(Stored records)
■ ■ ■ ■ ■ ■ ■

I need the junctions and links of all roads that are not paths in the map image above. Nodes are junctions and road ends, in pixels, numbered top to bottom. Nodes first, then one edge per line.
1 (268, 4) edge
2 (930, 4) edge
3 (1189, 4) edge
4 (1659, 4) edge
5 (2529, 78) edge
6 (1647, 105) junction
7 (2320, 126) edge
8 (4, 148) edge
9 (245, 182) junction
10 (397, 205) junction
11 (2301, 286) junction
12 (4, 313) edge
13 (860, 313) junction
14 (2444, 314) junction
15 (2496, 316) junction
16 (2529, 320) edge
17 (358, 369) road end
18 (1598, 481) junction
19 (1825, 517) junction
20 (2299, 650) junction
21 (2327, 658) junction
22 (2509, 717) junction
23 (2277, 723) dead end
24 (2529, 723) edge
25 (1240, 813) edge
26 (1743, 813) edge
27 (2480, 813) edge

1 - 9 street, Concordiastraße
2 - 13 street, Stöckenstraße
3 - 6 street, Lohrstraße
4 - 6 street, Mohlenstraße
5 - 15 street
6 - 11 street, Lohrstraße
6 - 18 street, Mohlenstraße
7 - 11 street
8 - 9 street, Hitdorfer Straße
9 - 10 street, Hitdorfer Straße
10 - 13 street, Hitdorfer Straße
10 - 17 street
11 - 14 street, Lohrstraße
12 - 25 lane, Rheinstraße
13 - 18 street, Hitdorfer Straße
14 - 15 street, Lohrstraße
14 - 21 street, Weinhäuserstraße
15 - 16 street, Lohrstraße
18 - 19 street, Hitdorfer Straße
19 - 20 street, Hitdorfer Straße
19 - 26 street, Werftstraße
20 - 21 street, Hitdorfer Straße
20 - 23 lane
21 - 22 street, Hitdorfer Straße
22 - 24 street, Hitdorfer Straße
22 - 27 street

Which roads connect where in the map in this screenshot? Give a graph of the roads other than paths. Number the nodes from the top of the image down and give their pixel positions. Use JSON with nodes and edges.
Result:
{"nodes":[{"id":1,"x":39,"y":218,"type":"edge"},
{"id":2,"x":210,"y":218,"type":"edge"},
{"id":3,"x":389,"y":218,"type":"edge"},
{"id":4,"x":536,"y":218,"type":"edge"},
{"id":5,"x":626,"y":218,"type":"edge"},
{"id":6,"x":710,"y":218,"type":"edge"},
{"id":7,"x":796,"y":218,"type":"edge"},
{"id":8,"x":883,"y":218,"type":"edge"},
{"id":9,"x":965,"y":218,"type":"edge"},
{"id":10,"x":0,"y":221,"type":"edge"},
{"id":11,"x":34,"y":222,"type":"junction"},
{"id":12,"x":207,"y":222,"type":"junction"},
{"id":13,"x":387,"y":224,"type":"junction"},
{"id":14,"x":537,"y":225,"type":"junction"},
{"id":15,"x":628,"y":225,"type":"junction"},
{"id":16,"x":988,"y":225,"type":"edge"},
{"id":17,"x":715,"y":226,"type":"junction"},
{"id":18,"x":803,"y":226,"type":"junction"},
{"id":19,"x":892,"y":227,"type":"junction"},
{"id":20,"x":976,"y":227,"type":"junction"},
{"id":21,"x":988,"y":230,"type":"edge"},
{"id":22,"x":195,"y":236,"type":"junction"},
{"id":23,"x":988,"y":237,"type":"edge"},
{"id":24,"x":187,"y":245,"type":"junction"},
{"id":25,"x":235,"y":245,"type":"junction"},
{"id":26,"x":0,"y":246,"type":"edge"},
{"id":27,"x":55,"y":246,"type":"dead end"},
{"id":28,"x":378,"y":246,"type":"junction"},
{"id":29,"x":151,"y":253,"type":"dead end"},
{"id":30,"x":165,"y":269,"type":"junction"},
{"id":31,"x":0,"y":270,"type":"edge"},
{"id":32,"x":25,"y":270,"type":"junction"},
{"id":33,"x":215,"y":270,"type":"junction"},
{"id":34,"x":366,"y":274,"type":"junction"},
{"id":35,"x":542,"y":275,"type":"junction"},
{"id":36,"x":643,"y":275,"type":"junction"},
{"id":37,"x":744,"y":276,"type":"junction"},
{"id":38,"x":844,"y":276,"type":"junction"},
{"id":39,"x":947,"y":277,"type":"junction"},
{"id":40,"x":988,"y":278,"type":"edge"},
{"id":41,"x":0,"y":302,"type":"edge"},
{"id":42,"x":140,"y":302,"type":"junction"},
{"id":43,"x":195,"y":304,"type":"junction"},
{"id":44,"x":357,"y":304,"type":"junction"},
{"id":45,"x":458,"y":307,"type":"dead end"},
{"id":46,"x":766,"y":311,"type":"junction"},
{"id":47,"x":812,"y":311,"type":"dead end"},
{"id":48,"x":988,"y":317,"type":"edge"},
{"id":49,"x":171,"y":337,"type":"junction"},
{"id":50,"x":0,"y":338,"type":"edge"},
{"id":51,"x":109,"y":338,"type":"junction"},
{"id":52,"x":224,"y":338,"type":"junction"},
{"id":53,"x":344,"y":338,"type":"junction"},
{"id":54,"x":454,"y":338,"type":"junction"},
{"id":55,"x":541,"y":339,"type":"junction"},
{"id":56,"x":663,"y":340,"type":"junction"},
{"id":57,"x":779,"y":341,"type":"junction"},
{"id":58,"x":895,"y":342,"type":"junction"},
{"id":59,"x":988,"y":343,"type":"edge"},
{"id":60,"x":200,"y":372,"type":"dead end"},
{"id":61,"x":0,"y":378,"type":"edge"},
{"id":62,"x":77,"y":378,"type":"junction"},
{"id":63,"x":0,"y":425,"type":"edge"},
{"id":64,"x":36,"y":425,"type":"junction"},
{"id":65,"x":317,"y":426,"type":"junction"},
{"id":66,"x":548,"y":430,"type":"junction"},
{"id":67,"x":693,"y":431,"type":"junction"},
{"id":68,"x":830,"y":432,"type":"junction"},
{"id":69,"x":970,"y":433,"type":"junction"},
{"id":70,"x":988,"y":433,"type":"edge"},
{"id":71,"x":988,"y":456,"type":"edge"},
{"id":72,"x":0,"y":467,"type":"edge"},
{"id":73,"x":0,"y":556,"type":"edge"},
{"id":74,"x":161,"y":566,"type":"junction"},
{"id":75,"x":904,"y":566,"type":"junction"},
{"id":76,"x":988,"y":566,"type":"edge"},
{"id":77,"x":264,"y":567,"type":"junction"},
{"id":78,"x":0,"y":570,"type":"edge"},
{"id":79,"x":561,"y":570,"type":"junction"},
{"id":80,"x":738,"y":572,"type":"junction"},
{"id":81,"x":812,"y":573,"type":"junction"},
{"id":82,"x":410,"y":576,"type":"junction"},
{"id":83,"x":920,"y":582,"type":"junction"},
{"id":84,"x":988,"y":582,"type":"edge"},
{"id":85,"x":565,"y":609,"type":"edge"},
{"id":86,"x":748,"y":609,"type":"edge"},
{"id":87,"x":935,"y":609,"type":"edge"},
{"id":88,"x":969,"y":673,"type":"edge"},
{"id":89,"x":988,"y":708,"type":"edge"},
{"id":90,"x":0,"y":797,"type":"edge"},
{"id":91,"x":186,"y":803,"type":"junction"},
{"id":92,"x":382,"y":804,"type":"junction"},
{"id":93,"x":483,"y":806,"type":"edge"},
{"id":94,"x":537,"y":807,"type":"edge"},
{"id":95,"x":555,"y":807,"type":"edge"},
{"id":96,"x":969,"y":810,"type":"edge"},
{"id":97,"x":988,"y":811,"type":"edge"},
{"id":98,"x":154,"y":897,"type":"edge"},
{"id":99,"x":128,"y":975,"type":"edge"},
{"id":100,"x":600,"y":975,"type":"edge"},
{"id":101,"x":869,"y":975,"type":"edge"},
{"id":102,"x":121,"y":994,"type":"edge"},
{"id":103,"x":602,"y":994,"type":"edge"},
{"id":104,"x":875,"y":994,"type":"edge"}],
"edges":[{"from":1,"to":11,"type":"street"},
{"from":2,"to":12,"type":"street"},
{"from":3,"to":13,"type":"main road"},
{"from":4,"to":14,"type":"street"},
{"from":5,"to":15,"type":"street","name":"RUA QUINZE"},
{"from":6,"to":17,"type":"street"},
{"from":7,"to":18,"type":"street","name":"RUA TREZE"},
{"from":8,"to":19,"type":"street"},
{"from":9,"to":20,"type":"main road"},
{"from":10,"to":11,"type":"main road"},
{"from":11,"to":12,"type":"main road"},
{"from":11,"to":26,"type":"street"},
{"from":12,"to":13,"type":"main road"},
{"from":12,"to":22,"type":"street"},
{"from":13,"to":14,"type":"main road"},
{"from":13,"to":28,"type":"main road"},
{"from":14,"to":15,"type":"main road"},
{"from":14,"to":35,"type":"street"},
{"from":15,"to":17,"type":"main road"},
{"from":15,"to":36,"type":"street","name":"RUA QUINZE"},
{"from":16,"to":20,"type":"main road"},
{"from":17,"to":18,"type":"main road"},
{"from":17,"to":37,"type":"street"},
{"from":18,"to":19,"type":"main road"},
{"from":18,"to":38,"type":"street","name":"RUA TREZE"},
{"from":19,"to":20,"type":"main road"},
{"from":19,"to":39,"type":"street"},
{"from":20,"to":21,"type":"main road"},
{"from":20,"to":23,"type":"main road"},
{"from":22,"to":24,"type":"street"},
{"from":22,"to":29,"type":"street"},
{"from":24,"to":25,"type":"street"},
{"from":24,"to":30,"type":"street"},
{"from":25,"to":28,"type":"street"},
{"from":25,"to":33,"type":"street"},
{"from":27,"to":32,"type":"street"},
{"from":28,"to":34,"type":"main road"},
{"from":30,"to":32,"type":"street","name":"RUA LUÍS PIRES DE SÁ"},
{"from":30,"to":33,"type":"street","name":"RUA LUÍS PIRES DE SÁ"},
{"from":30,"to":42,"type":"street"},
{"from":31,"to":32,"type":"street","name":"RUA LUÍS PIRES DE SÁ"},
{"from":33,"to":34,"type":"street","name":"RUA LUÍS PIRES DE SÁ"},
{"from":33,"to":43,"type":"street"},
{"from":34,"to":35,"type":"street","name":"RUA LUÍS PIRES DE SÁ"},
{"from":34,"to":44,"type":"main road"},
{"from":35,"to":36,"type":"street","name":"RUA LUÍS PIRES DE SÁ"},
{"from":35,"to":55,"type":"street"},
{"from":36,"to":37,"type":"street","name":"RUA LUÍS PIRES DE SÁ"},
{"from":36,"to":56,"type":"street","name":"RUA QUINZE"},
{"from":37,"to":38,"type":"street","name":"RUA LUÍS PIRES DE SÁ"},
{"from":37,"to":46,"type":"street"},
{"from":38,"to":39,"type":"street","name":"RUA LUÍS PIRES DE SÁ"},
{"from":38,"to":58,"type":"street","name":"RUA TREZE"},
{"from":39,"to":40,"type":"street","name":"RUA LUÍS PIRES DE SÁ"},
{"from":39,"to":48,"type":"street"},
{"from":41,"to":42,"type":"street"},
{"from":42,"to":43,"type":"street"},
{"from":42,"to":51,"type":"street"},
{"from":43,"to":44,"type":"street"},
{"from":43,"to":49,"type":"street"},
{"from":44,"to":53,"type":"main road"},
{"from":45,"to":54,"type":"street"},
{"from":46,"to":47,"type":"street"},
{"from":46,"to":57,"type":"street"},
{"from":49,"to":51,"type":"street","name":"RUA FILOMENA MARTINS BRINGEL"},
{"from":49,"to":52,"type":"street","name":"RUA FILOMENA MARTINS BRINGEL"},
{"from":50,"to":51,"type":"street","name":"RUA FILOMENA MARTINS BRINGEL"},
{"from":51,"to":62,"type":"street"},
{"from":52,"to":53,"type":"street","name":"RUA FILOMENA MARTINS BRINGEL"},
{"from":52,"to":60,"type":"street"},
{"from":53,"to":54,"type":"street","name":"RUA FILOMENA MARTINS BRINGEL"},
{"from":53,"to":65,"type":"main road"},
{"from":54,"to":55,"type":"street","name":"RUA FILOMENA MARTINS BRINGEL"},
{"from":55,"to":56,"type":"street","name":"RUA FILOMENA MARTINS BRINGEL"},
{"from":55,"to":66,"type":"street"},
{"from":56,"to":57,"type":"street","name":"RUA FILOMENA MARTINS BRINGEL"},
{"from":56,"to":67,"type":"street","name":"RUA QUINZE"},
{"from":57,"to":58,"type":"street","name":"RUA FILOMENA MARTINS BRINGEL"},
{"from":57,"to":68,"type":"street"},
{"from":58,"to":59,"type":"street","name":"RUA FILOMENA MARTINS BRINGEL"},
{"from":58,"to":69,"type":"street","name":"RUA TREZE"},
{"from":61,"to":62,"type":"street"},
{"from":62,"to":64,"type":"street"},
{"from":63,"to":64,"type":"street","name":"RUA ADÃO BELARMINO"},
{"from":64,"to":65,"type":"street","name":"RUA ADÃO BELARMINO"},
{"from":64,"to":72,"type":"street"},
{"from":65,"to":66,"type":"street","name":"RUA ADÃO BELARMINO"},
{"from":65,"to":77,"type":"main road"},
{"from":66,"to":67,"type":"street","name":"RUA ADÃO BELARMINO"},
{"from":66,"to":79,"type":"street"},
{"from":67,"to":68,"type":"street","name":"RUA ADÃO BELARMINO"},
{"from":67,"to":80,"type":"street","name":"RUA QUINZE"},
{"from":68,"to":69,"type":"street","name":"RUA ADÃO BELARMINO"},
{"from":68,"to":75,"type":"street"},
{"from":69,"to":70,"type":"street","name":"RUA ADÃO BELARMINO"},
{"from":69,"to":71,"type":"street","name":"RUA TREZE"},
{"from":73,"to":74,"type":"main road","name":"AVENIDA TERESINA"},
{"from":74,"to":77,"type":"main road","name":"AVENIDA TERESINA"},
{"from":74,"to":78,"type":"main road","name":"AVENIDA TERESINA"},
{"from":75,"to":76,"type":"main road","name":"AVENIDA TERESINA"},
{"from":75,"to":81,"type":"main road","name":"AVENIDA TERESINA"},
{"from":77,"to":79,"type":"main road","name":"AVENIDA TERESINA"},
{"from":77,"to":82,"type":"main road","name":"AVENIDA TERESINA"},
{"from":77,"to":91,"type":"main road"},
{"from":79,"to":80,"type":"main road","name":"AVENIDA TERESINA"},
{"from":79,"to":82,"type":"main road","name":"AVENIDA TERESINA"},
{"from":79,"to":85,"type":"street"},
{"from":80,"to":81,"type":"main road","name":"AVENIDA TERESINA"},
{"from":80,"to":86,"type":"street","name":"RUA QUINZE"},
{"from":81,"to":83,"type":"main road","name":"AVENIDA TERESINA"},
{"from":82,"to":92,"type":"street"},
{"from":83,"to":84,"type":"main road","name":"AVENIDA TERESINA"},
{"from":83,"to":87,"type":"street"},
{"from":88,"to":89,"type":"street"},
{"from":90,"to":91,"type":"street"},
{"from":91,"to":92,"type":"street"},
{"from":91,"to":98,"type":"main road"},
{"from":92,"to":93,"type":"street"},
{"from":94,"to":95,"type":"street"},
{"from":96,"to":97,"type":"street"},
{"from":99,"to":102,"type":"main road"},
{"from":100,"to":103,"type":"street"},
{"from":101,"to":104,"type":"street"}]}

■ ■ ■ ■ ■ ■ ■

■ **Task to carry out**:
The answer must be all the lines above that hold the word "paths".

■ **Expected output**:
I need the junctions and links of all roads that are not paths in the map image above. Nodes are junctions and road ends, in pixels, numbered top to bottom. Nodes first, then one edge per line.
Which roads connect where in the map in this screenshot? Give a graph of the roads other than paths. Number the nodes from the top of the image down and give their pixel positions. Use JSON with nodes and edges.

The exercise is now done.